Lines before the one containing "I need the junctions" are left out; copy that line and every later line through the end of the data exactly.

=== Items from a dataset ===
- - - - - - -

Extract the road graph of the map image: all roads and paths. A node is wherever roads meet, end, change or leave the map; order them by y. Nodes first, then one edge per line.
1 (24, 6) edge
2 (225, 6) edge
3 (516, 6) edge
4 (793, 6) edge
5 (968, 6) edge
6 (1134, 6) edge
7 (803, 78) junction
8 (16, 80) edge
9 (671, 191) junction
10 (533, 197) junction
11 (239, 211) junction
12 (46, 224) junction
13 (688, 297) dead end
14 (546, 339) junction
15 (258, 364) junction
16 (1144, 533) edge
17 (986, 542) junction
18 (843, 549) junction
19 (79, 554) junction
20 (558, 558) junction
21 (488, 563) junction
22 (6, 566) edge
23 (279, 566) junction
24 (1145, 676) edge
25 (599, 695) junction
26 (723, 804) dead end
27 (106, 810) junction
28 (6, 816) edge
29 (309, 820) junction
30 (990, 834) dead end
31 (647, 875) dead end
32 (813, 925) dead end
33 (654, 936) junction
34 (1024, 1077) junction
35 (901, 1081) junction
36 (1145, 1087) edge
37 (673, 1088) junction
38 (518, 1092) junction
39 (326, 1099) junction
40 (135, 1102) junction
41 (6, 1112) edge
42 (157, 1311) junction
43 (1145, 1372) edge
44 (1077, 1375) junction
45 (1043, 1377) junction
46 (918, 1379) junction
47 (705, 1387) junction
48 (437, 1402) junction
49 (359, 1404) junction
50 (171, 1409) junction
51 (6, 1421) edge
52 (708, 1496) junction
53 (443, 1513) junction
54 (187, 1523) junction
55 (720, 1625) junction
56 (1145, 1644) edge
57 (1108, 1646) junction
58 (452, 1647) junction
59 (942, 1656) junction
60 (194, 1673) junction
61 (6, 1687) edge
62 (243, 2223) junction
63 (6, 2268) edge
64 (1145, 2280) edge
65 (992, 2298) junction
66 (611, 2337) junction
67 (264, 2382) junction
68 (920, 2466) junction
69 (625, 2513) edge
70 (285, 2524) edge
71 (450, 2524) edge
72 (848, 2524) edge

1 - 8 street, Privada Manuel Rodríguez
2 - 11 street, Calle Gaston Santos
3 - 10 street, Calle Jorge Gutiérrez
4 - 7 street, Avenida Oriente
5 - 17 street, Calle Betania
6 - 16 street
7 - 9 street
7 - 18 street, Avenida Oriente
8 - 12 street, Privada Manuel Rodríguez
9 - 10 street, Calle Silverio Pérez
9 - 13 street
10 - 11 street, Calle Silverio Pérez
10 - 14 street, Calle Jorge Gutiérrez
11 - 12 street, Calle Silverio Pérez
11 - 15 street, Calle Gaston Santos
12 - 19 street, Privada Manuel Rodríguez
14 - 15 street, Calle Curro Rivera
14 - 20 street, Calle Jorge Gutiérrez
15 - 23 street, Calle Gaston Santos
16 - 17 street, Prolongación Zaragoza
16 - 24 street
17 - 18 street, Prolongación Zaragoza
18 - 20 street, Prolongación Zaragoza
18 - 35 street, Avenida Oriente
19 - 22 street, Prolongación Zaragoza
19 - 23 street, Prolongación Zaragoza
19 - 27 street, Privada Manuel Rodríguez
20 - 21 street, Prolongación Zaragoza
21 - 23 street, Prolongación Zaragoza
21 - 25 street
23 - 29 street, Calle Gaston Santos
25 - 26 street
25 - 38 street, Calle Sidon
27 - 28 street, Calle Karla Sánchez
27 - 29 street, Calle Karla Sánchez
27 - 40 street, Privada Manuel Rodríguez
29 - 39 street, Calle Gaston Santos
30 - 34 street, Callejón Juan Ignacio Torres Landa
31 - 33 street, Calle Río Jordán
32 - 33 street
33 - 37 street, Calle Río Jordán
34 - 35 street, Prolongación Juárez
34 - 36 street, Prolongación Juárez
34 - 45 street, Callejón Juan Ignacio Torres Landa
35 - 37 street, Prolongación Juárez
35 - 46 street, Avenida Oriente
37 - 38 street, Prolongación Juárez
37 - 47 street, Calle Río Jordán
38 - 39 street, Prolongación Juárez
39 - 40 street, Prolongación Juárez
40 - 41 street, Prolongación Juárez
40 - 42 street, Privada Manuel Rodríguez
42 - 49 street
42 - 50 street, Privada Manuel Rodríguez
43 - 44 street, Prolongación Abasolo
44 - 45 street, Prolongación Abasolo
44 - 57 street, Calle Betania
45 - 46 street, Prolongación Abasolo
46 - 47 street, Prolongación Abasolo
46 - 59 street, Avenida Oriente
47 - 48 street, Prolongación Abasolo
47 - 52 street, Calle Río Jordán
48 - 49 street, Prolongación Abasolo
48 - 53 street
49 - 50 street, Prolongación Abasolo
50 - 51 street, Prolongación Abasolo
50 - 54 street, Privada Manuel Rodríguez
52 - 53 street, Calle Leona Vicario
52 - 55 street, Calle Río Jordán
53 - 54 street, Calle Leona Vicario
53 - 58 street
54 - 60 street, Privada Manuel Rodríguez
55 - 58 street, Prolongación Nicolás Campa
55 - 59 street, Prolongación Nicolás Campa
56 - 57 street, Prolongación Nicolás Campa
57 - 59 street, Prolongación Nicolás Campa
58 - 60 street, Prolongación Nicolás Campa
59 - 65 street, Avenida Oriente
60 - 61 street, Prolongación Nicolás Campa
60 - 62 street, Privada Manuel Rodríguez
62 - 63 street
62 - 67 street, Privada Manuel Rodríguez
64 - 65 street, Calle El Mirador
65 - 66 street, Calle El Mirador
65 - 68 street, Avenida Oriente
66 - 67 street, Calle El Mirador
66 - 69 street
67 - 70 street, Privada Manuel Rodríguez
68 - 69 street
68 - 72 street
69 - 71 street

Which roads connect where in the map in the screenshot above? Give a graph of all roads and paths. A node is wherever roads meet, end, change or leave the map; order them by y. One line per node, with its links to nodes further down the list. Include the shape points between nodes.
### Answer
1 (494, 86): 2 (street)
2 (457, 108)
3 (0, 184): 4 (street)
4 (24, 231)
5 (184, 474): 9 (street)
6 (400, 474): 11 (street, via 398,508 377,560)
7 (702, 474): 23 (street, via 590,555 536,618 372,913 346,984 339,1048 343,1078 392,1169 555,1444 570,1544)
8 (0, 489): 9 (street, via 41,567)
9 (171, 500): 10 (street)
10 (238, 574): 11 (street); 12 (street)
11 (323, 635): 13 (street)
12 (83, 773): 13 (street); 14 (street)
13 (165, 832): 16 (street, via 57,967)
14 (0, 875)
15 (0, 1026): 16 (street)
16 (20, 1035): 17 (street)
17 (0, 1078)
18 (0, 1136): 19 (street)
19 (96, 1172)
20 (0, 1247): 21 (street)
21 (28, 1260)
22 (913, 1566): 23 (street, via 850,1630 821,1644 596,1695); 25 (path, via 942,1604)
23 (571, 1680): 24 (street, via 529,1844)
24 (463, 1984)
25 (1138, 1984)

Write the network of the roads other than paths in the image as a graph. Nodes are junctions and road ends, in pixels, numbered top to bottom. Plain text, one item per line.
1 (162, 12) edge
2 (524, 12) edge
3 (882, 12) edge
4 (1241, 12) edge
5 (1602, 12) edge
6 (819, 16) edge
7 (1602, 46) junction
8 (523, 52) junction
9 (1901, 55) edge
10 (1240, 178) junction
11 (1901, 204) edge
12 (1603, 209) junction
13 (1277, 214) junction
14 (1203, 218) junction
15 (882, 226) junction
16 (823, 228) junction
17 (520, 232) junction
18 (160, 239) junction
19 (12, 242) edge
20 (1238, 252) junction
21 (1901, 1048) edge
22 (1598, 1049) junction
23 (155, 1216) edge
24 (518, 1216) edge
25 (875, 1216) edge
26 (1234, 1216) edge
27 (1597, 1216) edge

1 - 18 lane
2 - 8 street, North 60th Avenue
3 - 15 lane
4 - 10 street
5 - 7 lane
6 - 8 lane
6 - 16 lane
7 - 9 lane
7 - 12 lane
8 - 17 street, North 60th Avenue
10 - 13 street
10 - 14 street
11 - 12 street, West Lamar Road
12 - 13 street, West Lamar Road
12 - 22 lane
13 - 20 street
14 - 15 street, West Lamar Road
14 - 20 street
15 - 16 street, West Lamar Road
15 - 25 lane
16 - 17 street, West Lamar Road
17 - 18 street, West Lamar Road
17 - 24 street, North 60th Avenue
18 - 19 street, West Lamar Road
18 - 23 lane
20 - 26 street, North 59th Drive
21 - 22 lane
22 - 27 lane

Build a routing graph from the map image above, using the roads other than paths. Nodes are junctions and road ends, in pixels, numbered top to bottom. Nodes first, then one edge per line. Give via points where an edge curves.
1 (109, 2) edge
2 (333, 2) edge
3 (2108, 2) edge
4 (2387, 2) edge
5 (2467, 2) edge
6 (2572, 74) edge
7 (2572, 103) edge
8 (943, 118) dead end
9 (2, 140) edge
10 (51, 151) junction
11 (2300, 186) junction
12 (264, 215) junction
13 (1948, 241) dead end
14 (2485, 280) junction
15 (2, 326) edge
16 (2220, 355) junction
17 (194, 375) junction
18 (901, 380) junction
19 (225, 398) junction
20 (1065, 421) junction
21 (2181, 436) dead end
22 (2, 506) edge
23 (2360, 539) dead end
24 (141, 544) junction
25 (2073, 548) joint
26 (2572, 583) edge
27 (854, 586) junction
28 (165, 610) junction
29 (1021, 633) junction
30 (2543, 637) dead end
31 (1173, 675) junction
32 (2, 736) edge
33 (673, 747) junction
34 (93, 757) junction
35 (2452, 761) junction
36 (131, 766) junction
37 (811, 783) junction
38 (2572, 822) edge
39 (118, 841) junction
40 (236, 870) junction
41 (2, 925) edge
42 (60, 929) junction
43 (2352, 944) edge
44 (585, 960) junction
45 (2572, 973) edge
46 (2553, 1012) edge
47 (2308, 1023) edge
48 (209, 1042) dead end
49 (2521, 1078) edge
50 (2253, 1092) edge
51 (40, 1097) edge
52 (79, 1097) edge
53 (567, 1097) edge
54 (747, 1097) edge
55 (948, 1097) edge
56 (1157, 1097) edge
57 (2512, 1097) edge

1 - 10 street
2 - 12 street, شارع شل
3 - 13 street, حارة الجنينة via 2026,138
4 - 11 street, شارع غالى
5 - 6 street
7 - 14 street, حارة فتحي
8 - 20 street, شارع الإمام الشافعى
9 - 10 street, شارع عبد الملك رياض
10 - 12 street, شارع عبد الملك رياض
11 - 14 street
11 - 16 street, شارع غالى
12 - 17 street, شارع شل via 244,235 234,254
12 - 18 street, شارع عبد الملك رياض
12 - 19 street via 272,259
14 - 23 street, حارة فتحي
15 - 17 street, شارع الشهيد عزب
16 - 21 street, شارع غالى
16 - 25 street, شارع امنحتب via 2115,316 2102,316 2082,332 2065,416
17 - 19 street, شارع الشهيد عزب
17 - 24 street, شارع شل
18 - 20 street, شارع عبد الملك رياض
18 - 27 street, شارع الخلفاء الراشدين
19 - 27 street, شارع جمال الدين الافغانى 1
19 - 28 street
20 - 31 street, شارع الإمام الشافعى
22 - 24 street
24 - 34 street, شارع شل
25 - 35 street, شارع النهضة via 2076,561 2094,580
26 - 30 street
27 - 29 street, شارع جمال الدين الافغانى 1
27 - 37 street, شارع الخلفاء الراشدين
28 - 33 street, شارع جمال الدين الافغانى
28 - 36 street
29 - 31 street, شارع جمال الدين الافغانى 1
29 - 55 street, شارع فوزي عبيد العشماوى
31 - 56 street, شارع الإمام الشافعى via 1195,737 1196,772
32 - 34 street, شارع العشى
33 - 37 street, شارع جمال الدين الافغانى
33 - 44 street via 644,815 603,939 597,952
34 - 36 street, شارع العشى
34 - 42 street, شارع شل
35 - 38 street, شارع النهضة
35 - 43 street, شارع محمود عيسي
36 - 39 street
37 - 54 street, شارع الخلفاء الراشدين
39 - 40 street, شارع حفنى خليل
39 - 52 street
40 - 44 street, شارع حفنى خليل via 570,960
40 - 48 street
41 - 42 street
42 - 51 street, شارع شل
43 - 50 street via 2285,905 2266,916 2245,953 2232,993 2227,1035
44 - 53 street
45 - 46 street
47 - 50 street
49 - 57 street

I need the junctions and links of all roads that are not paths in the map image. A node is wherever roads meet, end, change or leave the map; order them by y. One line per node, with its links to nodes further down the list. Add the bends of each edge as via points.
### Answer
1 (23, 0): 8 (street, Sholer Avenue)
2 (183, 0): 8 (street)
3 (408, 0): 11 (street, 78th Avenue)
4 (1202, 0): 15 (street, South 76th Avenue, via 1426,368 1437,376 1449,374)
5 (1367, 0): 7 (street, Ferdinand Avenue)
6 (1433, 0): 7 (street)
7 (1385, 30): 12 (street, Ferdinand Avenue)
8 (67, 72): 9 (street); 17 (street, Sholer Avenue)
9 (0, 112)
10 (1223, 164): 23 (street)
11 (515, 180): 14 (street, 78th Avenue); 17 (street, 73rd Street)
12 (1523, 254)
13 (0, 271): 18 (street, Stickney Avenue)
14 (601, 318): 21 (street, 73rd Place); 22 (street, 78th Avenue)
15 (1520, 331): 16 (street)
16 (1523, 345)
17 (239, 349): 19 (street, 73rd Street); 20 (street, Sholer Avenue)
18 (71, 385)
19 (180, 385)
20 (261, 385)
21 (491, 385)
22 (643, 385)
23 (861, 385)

- - - - - - -

=== Written reply ===
I need the junctions and links of all roads that are not paths in the map image. A node is wherever roads meet, end, change or leave the map; order them by y. One line per node, with its links to nodes further down the list. Add the bends of each edge as via points.
### Answer
1 (23, 0): 8 (street, Sholer Avenue)
2 (183, 0): 8 (street)
3 (408, 0): 11 (street, 78th Avenue)
4 (1202, 0): 15 (street, South 76th Avenue, via 1426,368 1437,376 1449,374)
5 (1367, 0): 7 (street, Ferdinand Avenue)
6 (1433, 0): 7 (street)
7 (1385, 30): 12 (street, Ferdinand Avenue)
8 (67, 72): 9 (street); 17 (street, Sholer Avenue)
9 (0, 112)
10 (1223, 164): 23 (street)
11 (515, 180): 14 (street, 78th Avenue); 17 (street, 73rd Street)
12 (1523, 254)
13 (0, 271): 18 (street, Stickney Avenue)
14 (601, 318): 21 (street, 73rd Place); 22 (street, 78th Avenue)
15 (1520, 331): 16 (street)
16 (1523, 345)
17 (239, 349): 19 (street, 73rd Street); 20 (street, Sholer Avenue)
18 (71, 385)
19 (180, 385)
20 (261, 385)
21 (491, 385)
22 (643, 385)
23 (861, 385)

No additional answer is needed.